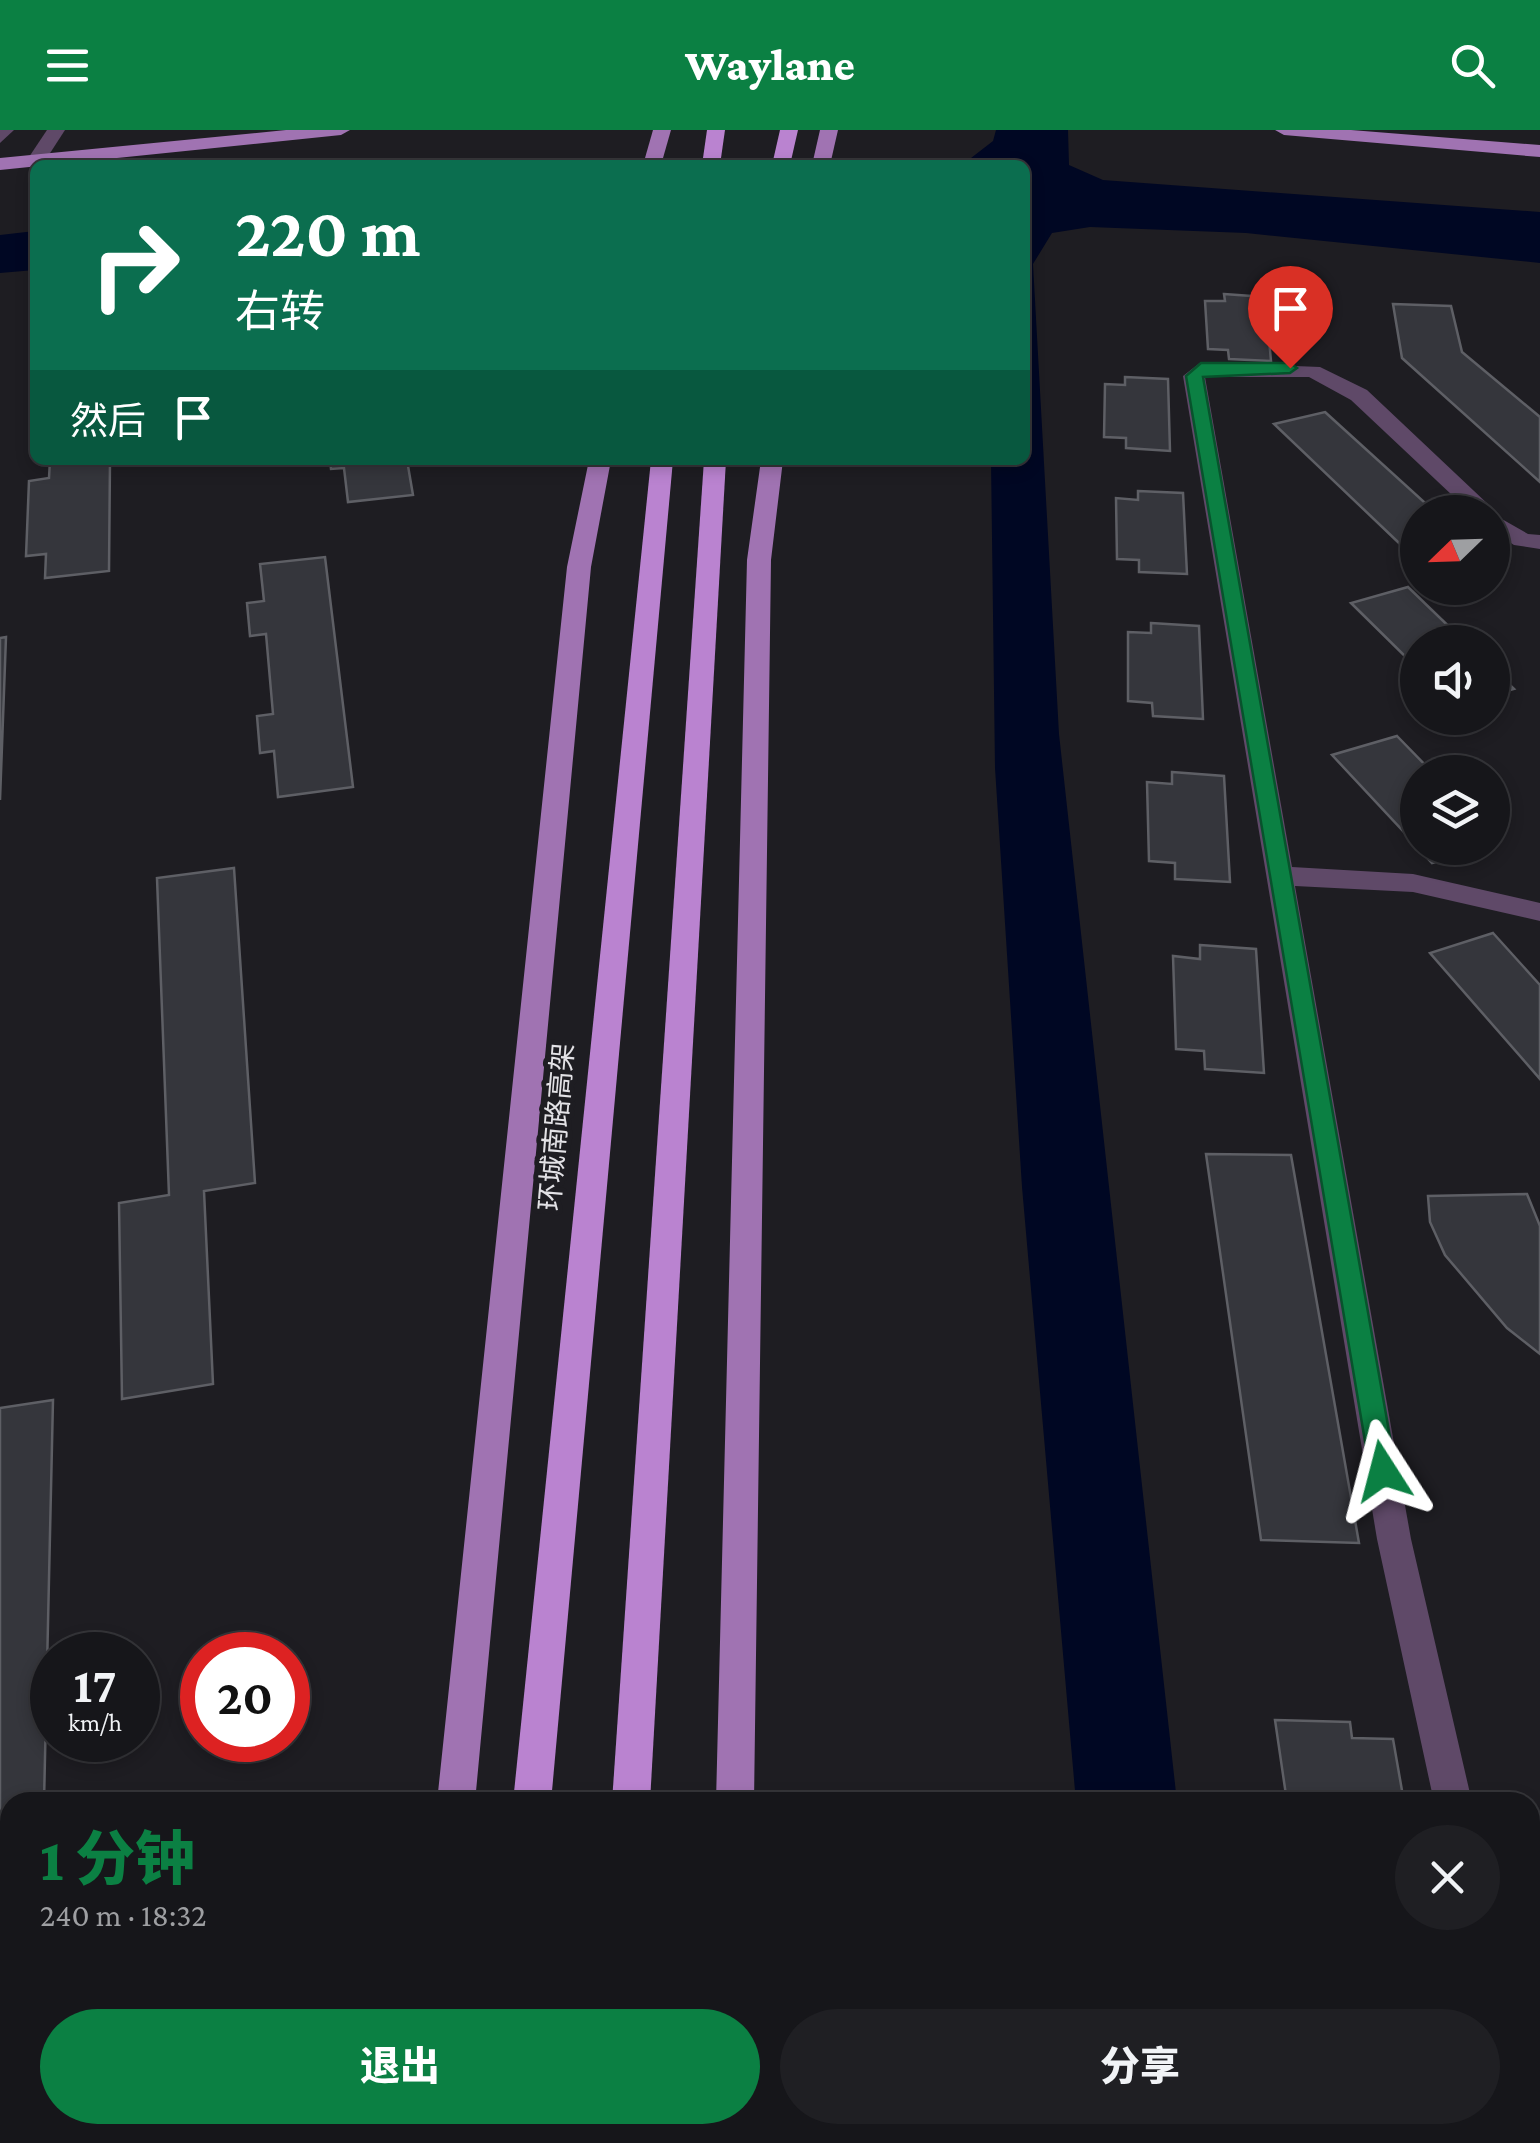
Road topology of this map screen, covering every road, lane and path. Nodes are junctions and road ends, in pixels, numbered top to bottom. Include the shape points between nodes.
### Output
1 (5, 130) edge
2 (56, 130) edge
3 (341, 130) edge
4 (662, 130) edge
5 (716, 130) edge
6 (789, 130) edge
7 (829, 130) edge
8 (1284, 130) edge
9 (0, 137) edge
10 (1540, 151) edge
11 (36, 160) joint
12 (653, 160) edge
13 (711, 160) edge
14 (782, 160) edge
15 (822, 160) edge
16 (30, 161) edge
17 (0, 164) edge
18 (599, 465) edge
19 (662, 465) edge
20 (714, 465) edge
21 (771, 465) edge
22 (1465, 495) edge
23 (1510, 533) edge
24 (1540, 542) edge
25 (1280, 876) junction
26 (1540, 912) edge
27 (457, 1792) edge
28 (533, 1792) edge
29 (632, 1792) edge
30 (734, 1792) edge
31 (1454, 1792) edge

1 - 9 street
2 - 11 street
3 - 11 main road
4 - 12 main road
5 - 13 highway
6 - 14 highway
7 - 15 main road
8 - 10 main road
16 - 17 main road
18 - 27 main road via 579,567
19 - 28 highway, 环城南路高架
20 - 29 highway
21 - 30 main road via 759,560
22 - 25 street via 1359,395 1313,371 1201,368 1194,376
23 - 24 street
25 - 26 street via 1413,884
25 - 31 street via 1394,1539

##########

Leaving every image behind, repeat the data in full and exactly.

Road topology of this map screen, covering every road, lane and path. Nodes are junctions and road ends, in pixels, numbered top to bottom. Include the shape points between nodes.
### Output
1 (5, 130) edge
2 (56, 130) edge
3 (341, 130) edge
4 (662, 130) edge
5 (716, 130) edge
6 (789, 130) edge
7 (829, 130) edge
8 (1284, 130) edge
9 (0, 137) edge
10 (1540, 151) edge
11 (36, 160) joint
12 (653, 160) edge
13 (711, 160) edge
14 (782, 160) edge
15 (822, 160) edge
16 (30, 161) edge
17 (0, 164) edge
18 (599, 465) edge
19 (662, 465) edge
20 (714, 465) edge
21 (771, 465) edge
22 (1465, 495) edge
23 (1510, 533) edge
24 (1540, 542) edge
25 (1280, 876) junction
26 (1540, 912) edge
27 (457, 1792) edge
28 (533, 1792) edge
29 (632, 1792) edge
30 (734, 1792) edge
31 (1454, 1792) edge

1 - 9 street
2 - 11 street
3 - 11 main road
4 - 12 main road
5 - 13 highway
6 - 14 highway
7 - 15 main road
8 - 10 main road
16 - 17 main road
18 - 27 main road via 579,567
19 - 28 highway, 环城南路高架
20 - 29 highway
21 - 30 main road via 759,560
22 - 25 street via 1359,395 1313,371 1201,368 1194,376
23 - 24 street
25 - 26 street via 1413,884
25 - 31 street via 1394,1539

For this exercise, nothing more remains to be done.